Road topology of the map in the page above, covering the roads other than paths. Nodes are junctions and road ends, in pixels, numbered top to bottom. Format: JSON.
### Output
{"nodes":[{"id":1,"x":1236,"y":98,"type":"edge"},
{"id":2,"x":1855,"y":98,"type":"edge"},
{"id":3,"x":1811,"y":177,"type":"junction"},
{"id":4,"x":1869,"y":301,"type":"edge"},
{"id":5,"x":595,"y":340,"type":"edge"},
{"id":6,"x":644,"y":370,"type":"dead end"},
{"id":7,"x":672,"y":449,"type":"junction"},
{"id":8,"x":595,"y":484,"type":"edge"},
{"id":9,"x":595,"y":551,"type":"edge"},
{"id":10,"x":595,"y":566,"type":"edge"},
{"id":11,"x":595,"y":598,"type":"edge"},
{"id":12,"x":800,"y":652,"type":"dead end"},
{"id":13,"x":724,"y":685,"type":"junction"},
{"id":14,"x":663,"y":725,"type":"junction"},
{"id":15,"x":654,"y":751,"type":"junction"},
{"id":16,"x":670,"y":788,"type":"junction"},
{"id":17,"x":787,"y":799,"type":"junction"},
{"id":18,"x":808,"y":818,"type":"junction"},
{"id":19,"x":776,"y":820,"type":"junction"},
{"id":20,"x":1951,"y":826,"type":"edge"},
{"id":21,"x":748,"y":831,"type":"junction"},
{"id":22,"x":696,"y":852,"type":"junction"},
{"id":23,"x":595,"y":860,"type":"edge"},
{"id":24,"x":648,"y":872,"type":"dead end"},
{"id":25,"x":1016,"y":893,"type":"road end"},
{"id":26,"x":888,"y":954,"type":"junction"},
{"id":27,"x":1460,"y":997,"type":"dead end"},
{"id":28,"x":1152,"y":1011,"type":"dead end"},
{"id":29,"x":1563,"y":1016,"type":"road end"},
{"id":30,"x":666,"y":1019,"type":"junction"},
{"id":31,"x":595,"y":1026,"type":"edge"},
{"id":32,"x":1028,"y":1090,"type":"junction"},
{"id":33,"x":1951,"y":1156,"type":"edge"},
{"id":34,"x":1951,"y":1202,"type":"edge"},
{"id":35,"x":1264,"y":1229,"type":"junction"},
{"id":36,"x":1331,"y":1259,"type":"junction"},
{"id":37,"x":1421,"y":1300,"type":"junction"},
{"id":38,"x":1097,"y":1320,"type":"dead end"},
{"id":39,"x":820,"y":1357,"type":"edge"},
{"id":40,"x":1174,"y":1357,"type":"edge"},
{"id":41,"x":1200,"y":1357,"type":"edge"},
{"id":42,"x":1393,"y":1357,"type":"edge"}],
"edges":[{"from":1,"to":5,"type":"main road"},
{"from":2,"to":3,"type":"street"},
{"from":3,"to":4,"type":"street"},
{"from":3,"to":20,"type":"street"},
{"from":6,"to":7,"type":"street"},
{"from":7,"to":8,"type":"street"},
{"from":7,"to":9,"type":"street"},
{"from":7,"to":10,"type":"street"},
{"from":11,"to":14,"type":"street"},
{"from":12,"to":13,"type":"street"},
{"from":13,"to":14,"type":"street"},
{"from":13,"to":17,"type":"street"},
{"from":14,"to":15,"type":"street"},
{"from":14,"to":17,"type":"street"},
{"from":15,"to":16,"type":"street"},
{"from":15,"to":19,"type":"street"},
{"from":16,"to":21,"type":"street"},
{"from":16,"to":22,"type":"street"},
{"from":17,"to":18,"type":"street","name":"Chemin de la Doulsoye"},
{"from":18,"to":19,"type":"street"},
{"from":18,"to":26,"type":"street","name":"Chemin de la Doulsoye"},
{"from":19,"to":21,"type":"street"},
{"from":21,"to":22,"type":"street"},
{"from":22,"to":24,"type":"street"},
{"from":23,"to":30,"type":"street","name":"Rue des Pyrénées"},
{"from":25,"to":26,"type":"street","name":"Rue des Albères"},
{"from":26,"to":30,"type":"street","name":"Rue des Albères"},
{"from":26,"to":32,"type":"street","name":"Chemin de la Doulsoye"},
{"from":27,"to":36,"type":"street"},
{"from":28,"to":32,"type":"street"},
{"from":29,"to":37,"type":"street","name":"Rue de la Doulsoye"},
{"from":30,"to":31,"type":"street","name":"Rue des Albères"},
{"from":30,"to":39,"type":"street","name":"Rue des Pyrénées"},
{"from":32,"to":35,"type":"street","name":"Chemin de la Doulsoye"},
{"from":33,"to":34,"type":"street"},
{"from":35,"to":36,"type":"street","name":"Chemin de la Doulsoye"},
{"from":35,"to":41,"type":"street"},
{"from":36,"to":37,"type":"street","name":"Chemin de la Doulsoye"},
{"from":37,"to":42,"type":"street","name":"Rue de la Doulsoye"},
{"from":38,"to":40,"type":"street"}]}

------------

YOUR OBJECTIVE
In the listing, return each line containing the string "Chemin".

ANSWER
{"from":17,"to":18,"type":"street","name":"Chemin de la Doulsoye"},
{"from":18,"to":26,"type":"street","name":"Chemin de la Doulsoye"},
{"from":26,"to":32,"type":"street","name":"Chemin de la Doulsoye"},
{"from":32,"to":35,"type":"street","name":"Chemin de la Doulsoye"},
{"from":35,"to":36,"type":"street","name":"Chemin de la Doulsoye"},
{"from":36,"to":37,"type":"street","name":"Chemin de la Doulsoye"},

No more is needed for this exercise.